Summer 2013, One of the last times I'd ever get to really spend time with my beautiful mom


Many of my mom's closest friends and relatives have confided that they had long feared the worst for years, that my father was hurting my mother. Not one or two stray friends, but a good many of the people who had known my mother and father for a very long time expressed they had carried the fear of my father harming my mother for decades. I have harrowing letters from longtime friends from around the country who confided their long-held worst fears as they watched my mother constantly showing up with bruises and neck braces, always having undergone another 'accident'.

And finally, my mom's sister Yvonne stepped forward this year confiding that my mom had actually handwritten a letter shortly before she died. My mother had always protected her abuser throughout their entire marriage and certainly throughout my life. But here she was, in her own handwriting, just prior to her death, saying that my father had been exhibiting terrifying cycles of violence 'worse than in the beginning of their marriage' and that as a result, my oft-injured mother, was 'afraid for her life.' These violent episodes my mom described included my father physically abusing my mother, 'knocking her around,' as well as psychotic episodes involving running around the house making threats with a large knife while threatening violence to my mother and even threatening his own life too.

Early days
These cycles of violence were not news to me-- I'd seen his violence my entire life, both physical and emotional violence. I'd been the recipient of most of his violence as a kid-- the most hittable member of the family and most-able-to-absorb my father's violence was me-- the boy, or so said that backwards way of thinking. But in my adulthood, I had foolishly allowed myself to believe things were very different. Things had changed. Improved. Maybe even healed. And now I was the one who needed to let go of the decades of abusive pain. I desperately wanted to believe that story and spent a lot of time and energy in therapy attempting to believe. And I believed my mother's stories about the ways in which things were now different.  How my father had seemed to mellow over time. And all her constant injuries-- I wanted to believe what she always told us-- that they were just accidents.

Still unsure though even many years after I'd left home, every time my mother would be injured, I continued to asked her not infrequently, "Should I call social services? Is he hurting  you? Do you need to come stay with me? Are you okay, mom?"

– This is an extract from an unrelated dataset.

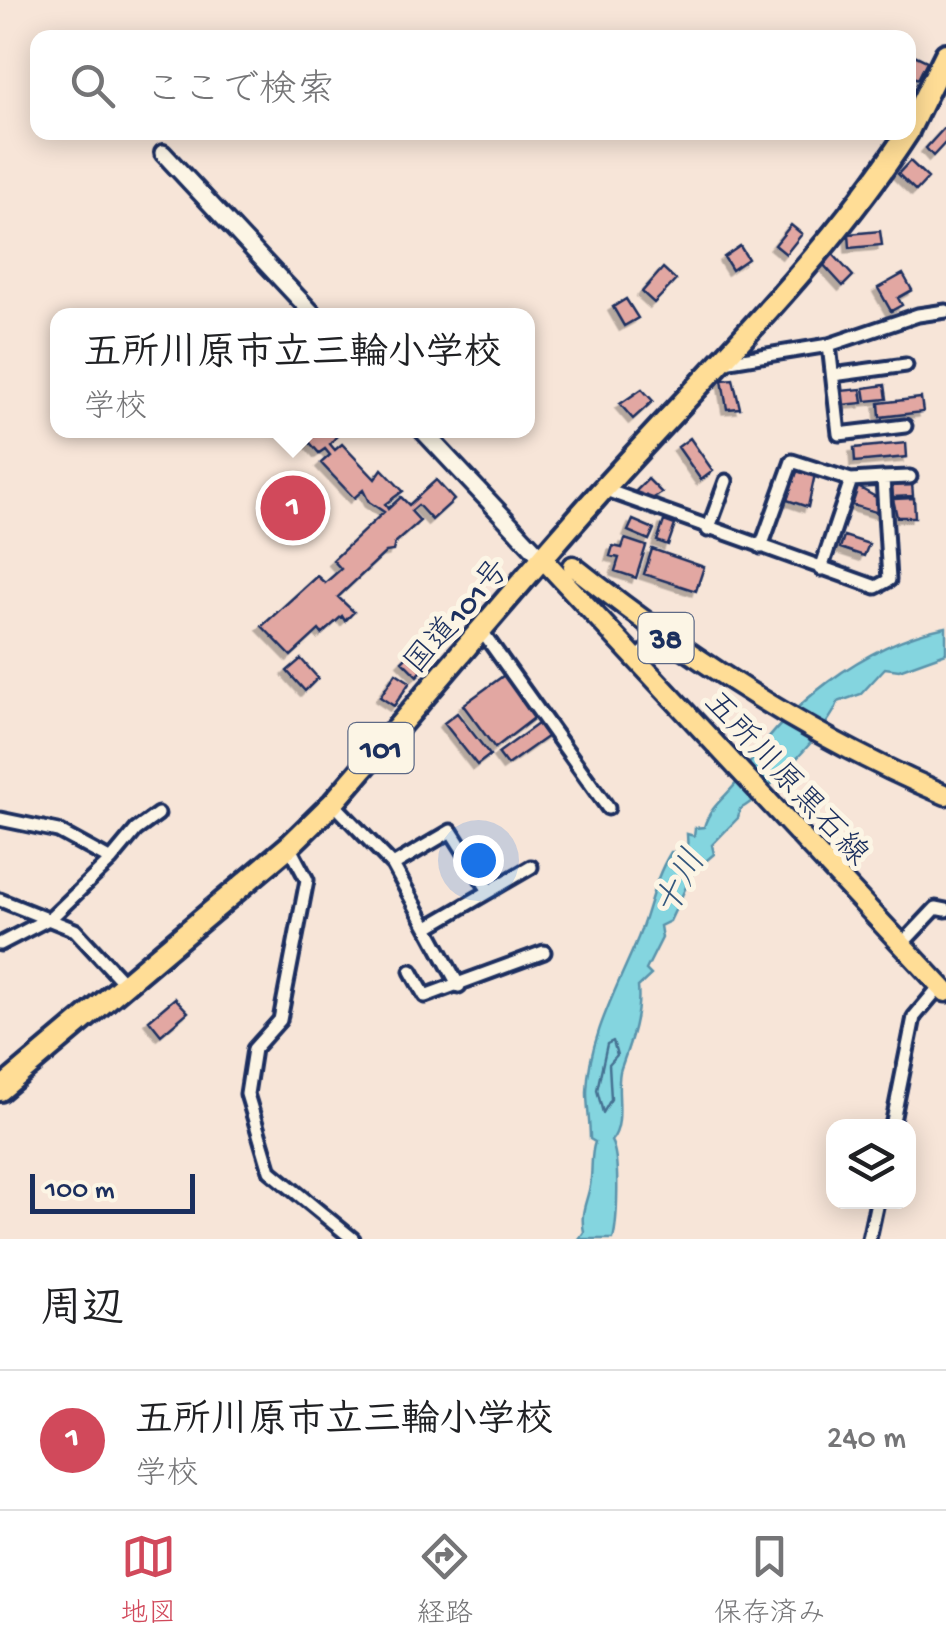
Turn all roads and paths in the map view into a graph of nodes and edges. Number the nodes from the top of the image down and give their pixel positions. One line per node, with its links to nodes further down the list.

The answer was always that she was just fine. Just a little accident-prone. But if I'm honest, there were so many times my mother was in some kind of pain and I'd be on the phone with her as she was trying to keep herself standing and dealing with the pain while being a good little woman and getting dinner ready on time for the big man. If he came home, she'd hang up abruptly, seemingly not wanting to appear less than dutiful. But no matter what, she never confided what was actually going on. What she confided in that final letter to her sister saying she feared for her life because of my father's violence.

I only recently became aware of this letter because my mother had made my very kind, intelligent and well-meaning aunt promise my mother that she would keep it a secret from me because she knew I would take action. And as ever, my mother was protecting my father. But in light of my mother's passing and after some time, my aunt no longer felt she could keep the truth of this letter from me in good conscience and I appreciated her coming forward.

As the weight of grief has lessened this year and I was looking more clearly at the facts, I already reluctantly knew in my bones what had happened to my mother, but her letter from beyond the grave really was the final blood-curdling straw.

As Detective Benedict closed the case a couple weeks ago, saying there was no physical evidence he could legally use, and that my father had beaten their vocal stress test (a lie detector test of a sort), he said he leaned toward believing my father. And that was devastating but also unsurprising to me. I had actually told the detective back in March that that is how his investigation would end. My father would snow them and they would buy it-- a master manipulator.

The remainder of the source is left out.